This week, Google launched the beta of its music locker service where you can upload all your music to the cloud and listen to it from anywhere. According to Techcrunch, Google’s Paul Joyce revealed that the Music Beta killer feature is ‘Instant Mix,’ Google’s version of Genius playlists, where you can select a song that you like and the music manager will create a playlist based on songs that sound similar. I wondered how good this ‘killer feature’ of Music Beta really was and so I decided to try to evaluate how well Instant Mix works to create playlists.
Google’s Instant Mix, like many playlisting engines, creates a playlist of songs given a seed song. It tries to find songs that go well with the seed song. Unfortunately, there’s no solid objective measure to evaluate playlists. There’s no algorithm that we can use to say whether one playlist is better than another. A good playlist derived from a single seed will certainly have songs that sound similar to the seed, but there are many other aspects as well: the mix of the familiar and the new, surprise, emotional arc, song order, song transitions, and so on. If you are interested in the perils of playlist evaluation, check out this talk Dr. Ben Fields and I gave at ISMIR 2010: Finding a path through the jukebox. The Playlist tutorial. (Warning, it is a 300 slide deck). Adding to the difficulty in evaluating the Instant Mix is that since it generates playlists within an individual’s music collection, the universe of music that it can draw from is much smaller than a general playlisting engine such as we see with a system like Pandora. A playlist may appear to be poor because it is filled with songs that are poor matches to the seed, but in fact those songs actually may be the best matches within the individual’s music collection.

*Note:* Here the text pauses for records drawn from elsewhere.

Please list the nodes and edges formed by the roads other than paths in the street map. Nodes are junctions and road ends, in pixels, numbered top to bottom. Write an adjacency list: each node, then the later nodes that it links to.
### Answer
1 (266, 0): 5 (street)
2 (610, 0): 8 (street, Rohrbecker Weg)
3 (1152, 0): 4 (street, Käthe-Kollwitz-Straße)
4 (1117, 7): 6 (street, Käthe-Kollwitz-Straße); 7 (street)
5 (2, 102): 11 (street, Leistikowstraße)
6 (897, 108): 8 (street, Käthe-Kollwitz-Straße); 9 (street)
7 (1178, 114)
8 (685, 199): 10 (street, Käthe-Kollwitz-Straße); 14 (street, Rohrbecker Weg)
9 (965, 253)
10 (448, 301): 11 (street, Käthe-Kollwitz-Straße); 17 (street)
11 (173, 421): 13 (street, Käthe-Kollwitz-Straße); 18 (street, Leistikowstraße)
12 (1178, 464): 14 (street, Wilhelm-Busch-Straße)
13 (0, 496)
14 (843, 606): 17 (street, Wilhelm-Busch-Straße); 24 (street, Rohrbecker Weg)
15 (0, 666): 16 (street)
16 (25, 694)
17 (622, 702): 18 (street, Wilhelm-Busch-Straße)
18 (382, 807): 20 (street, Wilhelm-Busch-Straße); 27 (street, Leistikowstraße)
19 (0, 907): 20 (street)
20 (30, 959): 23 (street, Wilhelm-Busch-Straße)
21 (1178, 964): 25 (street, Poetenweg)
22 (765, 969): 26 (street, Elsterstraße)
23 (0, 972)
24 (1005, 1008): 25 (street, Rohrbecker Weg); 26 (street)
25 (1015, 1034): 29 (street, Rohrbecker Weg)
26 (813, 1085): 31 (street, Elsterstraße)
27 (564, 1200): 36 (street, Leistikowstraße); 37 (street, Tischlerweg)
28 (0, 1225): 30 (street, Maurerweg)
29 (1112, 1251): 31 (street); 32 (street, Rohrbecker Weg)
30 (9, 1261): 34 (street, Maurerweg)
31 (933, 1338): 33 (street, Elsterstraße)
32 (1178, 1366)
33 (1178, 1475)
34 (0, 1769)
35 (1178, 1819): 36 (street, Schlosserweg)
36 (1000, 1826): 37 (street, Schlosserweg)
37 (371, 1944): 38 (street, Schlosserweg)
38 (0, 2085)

Evaluating playlists is hard. However, there is something that we can do that is fairly easy to give us an idea of how well a playlisting engine works compared to others. I call it the WTF test. It is really quite simple. You generate a playlist, and just count the number of head-scratchers in the list. If you look at a song in a playlist and say to yourself ‘How the heck did this song get in this playlist’ you bump the counter for the playlist. The higher the WTF count the worse the playlist. As a first order quality metric, I really like the WTF Test. It is easy to apply, and focuses on a critical aspect of playlist quality. If a playlist is filled with jarring transitions, leaving the listener with iPod whiplash as they are jerked through songs of vastly different styles, it is a bad playlist.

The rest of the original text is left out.